The concept of modern (electronic), electric power meters is very simple. Different power meters have different approaches, so I’ll briefly explain one of the most common and then mention another.

First, meters quickly measure the instantaneous voltage as well as the instantaneous current at a rate of about 1,000 times per second. As an example:

Here is a visual of voltage and current for 50Hz AC. The peak voltage is 0.8 volts and the peak current is 0.6V. The current is slightly behind the voltage. Each sample is shown in circles, and taken every 0.001 second.

The meter calculates for each sample the sampled voltage and the sampled current. The current times voltage equals power. Products are therefore sampling the instantaneous power curve. This is the purple curve in the graph.

The meter multiplies each power sampling by the sample period. In this example, it is 0.001 second. This is a rough estimate of the amount of energy used in this time period. Energy is power times duration. The meter then keeps track of all energy samples. This shows the total energy used over time.

The actual function of the meter is to approximate the area under the power chart, as shown in the chart. This is the exact amount of energy used. The calculated energy of the sample for two samples is shown on the chart at 0.005 and 0.007 seconds. The area of the purple-shaded rectangles to the right of the power samples is the calculated energy. As you can see, the approximations are not important as they are both positive (overestimating the energy for samples at the rising end of the power curve) and negative (underestimating the energy at the fall end of the curve), as shown in the two examples rectangles. They tend to average over time because the AC period and the sample period are not synchronized. This means that the samples are located at different points on each cycle.

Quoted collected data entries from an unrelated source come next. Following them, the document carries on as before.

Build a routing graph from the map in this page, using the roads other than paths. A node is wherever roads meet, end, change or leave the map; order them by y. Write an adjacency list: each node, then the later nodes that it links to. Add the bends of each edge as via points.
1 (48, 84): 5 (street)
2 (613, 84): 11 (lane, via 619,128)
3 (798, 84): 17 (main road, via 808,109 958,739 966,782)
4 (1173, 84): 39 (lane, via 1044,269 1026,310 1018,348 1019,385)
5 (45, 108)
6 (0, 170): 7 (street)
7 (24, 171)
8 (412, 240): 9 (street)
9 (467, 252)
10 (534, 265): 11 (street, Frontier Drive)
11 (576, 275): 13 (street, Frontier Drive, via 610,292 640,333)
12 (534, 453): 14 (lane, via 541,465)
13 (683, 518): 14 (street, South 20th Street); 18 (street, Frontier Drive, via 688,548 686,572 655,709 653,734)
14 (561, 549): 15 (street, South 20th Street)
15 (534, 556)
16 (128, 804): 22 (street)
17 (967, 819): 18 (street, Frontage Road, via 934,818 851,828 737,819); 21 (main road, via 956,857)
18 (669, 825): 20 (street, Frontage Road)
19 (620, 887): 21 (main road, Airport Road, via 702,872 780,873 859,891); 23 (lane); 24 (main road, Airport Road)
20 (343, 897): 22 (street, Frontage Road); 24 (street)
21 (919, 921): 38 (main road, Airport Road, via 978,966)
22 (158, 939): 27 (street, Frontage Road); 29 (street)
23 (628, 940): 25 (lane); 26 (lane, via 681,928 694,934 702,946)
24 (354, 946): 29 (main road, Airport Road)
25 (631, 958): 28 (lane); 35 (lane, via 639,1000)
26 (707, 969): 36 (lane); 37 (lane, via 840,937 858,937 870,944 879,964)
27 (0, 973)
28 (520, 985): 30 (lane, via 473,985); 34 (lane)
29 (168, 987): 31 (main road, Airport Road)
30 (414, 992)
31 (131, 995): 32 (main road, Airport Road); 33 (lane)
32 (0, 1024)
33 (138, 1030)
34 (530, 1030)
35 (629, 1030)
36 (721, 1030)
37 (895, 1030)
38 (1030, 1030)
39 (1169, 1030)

The units would be adjusted to display kWh in order to normalize the output. The calculated value is in units of volts multiplied by amps and seconds. This is Watt Seconds. However, Joules are rarely used to represent electricity as a Joule represents a small amount of electricity. To convert to kWh, the meter must divide 1000 Watts per hour by 3,600 seconds. It divides by 3,600,000. There are 3.6 million Watt seconds (Joules).

A few points are worth mentioning. First, this method measures the energy consumed using the first principals, despite its simplicity. This means that the meter works reliably and accurately for the distortions in AC waveforms, and out of phase currents common to modern mains power. The resulting energy can be proved to be the same as A(rms), power factor, and time. This shows that the meter is capable of accurately measuring these values without the need to calculate them in practice. There are power meters that use the rms approach, even though they may need to display current and voltage.

Second, the energy used goes negative when current and voltage are out of phase. This means that some energy is returned to the supplier every cycle when voltage and current are out of phase. This is evident in the chart below, where you can see the grey shading just below the axis. The net energy is the sum of all the energy used and the energy that was returned. This measurement is crucial and is included by the meter. It also takes into account negative energy values that result from samples taken during these periods.